The iron core comes to about 1.5 henries per meter, and the air gap comes to about 100.

Now we can calculate the magnetic flux in our magnetic circuit. Flux is measured in *Webers*.

Suppose we have just one loop in our coil, and we have 1 ampere of current going through the coil. We thus have 1 ampere-turn of magnetomotive force.

Dividing one ampere by the total reluctance of the circuit, we get 0.0000000123806607 webers.

That is the total flux. We also measure the flux density, that is, the flux per square meter (called B). Webers per square meter is a unit known as the *tesla*. We have 0.000123806607 teslas in the air gap of our our one-turn electromagnet.

If we had 5,000 turns of wire in our coil, we would have 5,000 times the flux density, or 0.619033035 teslas in the air gap of our our 5,000-turn electromagnet.

Our little 'C' shaped magnet has room for a coil about 3 centimeters long and 4 centimeters wide. If we use 28 gauge wire (0.33 millimeters in diameter), we can get about 90 turns per layer, and about 120 layers, for a total of about 10,000 turns. 28 gauge wire can handle 1.4 amperes of current (more if we cool the coil with water or liquid helium). So, our magnet is now up to 1.7 teslas, and runs very hot.

The average length of one turn of wire in our coil is about 10 centimeters.

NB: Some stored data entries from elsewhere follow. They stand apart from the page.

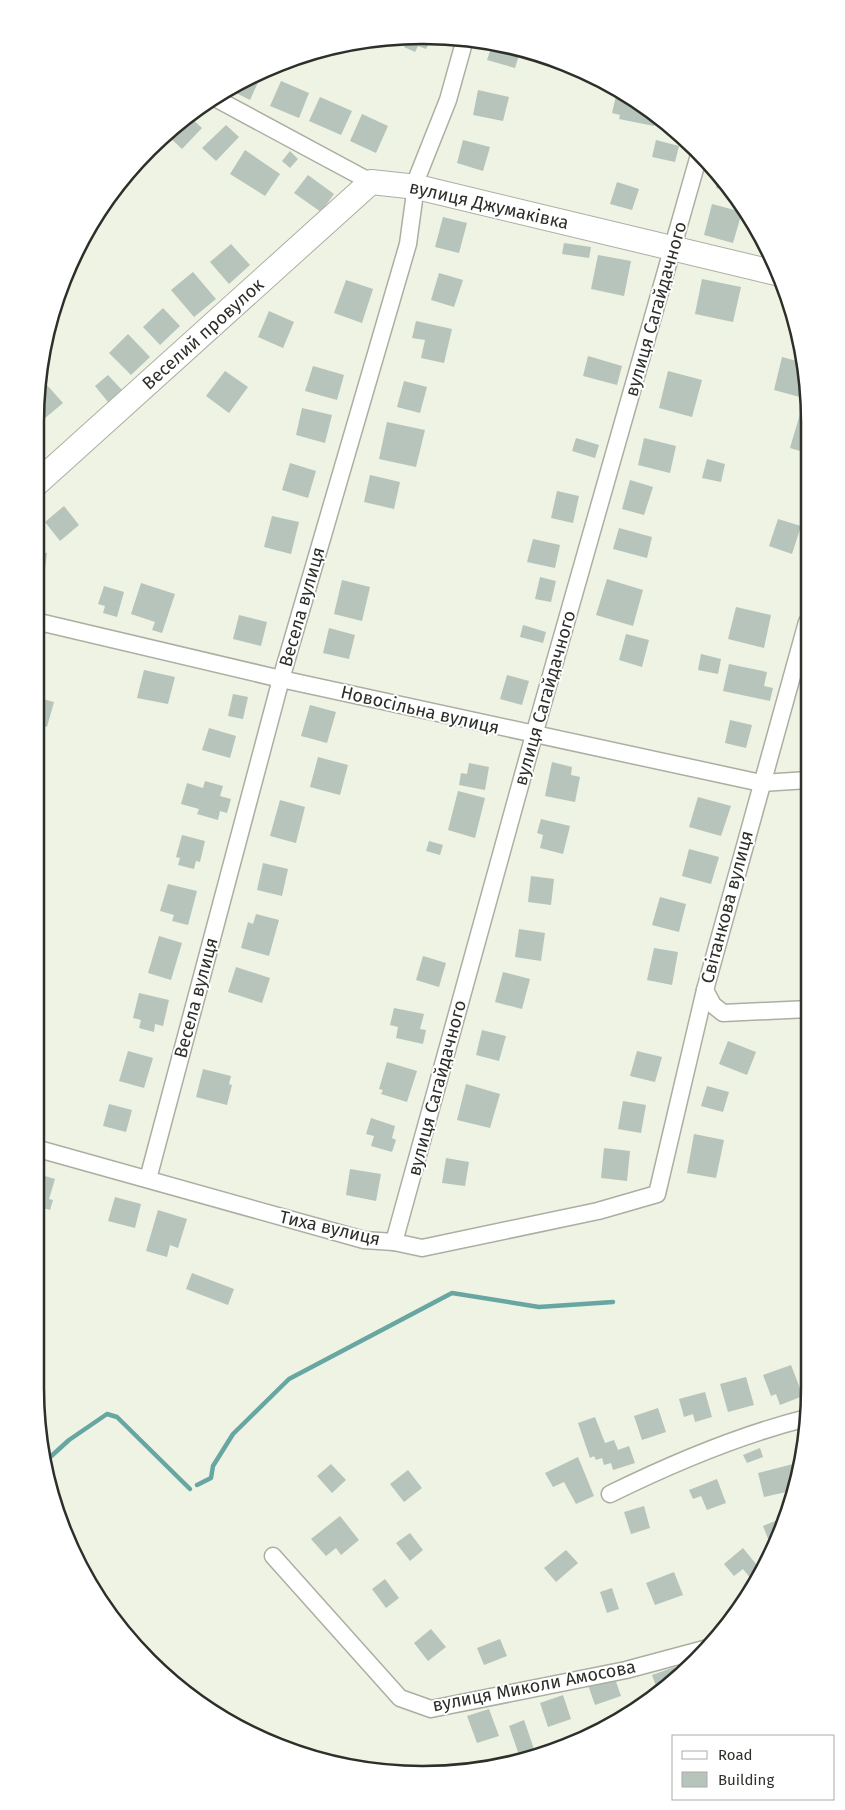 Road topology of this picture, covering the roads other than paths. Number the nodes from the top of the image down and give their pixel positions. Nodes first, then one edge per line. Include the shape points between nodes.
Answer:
1 (463, 46) edge
2 (222, 102) edge
3 (697, 162) edge
4 (371, 182) junction
5 (417, 187) junction
6 (673, 248) junction
7 (769, 271) edge
8 (44, 477) edge
9 (44, 623) edge
10 (801, 646) edge
11 (281, 679) junction
12 (534, 735) junction
13 (801, 780) edge
14 (761, 783) junction
15 (704, 990) junction
16 (801, 1009) edge
17 (44, 1150) edge
18 (148, 1179) junction
19 (657, 1194) joint
20 (394, 1242) junction
21 (799, 1420) edge
22 (610, 1494) dead end
23 (273, 1556) dead end
24 (693, 1652) edge

1 - 5 street, Весела вулиця via 448,100 417,178
2 - 4 street, вулиця Джумаківка
3 - 6 street, вулиця Сагайдачного
4 - 5 street, вулиця Джумаківка
4 - 8 street, Веселий провулок
5 - 6 street, вулиця Джумаківка
5 - 11 street, Весела вулиця via 408,244
6 - 7 street, вулиця Джумаківка
6 - 12 street, вулиця Сагайдачного
9 - 11 street, Новосільна вулиця
10 - 14 street, Світанкова вулиця
11 - 12 street, Новосільна вулиця
11 - 18 street, Весела вулиця
12 - 14 street, Новосільна вулиця
12 - 20 street, вулиця Сагайдачного
13 - 14 street, Новосільна вулиця
14 - 15 street, Світанкова вулиця
15 - 16 street via 713,1005 723,1013
15 - 19 street, Світанкова вулиця
17 - 18 street, Тиха вулиця
18 - 20 street, Тиха вулиця via 364,1240
19 - 20 street, Тиха вулиця via 598,1211 422,1248
21 - 22 street via 674,1462
23 - 24 street, вулиця Миколи Амосова via 400,1698 431,1709 626,1670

We have 10,000 turns, so that is one kilometer of wire. A kilometer of 28 gauge wire has 213 ohms of resistance. To get 1.4 amperes through 213 ohms of resistance takes just under 300 volts.

We have calculated flux and flux density of our coil. Now we need the magnetic field strength. We start with the magnetomotive force we discussed earlier, which is simply the number of ampere-turns in our coil. We have 1.4 amperes, and 10,000 turns, so we have 14,000 ampere-turns of magnetomotive force. The magnetic field strength is the magnetomotive force divided by the length of the magnetic circuit, which in our example is 16 centimeters. So the magnetic field strength (called H) is 14,000 ampere-turns/16 centimeters, or 875 ampere-turns per centimeter.

So far we have been discussing the 'C' shaped magnet. The simpler magnet works the same way, but the length of the iron core is now 8 centimeters, and the length of the air gap has increased considerably.

If we assume for the moment that the air gap is now the same length as the iron core (each is now 8 centimeters), we get 0.22 teslas, and it still runs very hot. The magnetomotive force has not changed (still 14,000 ampere-turns), but the flux has dropped considerably, since the extra 7 centimeters of air gap has a lot more reluctance.

However, the air gap is actually larger than 8 centimeters. The magnetic flux in the iron stays pretty much entirely in the iron. This is because up to the saturation point of the iron, it is a very good conductor of magnetic flux. Air, on the other hand, is a poor conductor, and the flux spreads out over a large area, making the average path length larger.

Permanent magnets have the same units of strength and flux. A permanent magnet with a flux density of 1.32 tesla (such as an N42 neodymium-iron-boron magnet) has the same flux density as our 'C' shaped magnet if we reduce the current to 1.067 amperes.

The same permanent magnet has a magnetic field strength of 11,000 ampere-turns per centimeter. This is 12.5 times as strong as our electromagnet. We would need to add more current or more windings, or reduce the length of the magnetic circuit to get the same strength as the permanent magnet. Of course, we could do some combination of the three.

In a practical electromagnet, this is difficult. Reducing the length of the circuit means that there will be less room for the coil. Adding turns means we need a longer magnetic circuit to hold them. Adding current means that we need a fatter wire, which means we get fewer turns in the same space. You can see why people choose to cool their electromagnets with water or cryogenic liquids. It allows you to use more current without increasing the diameter of the wire.

What the magnetic field strength means in terms of our permanent magnet is simple. It is the strength of an electromagnet needed to demagnetize the permanent magnet.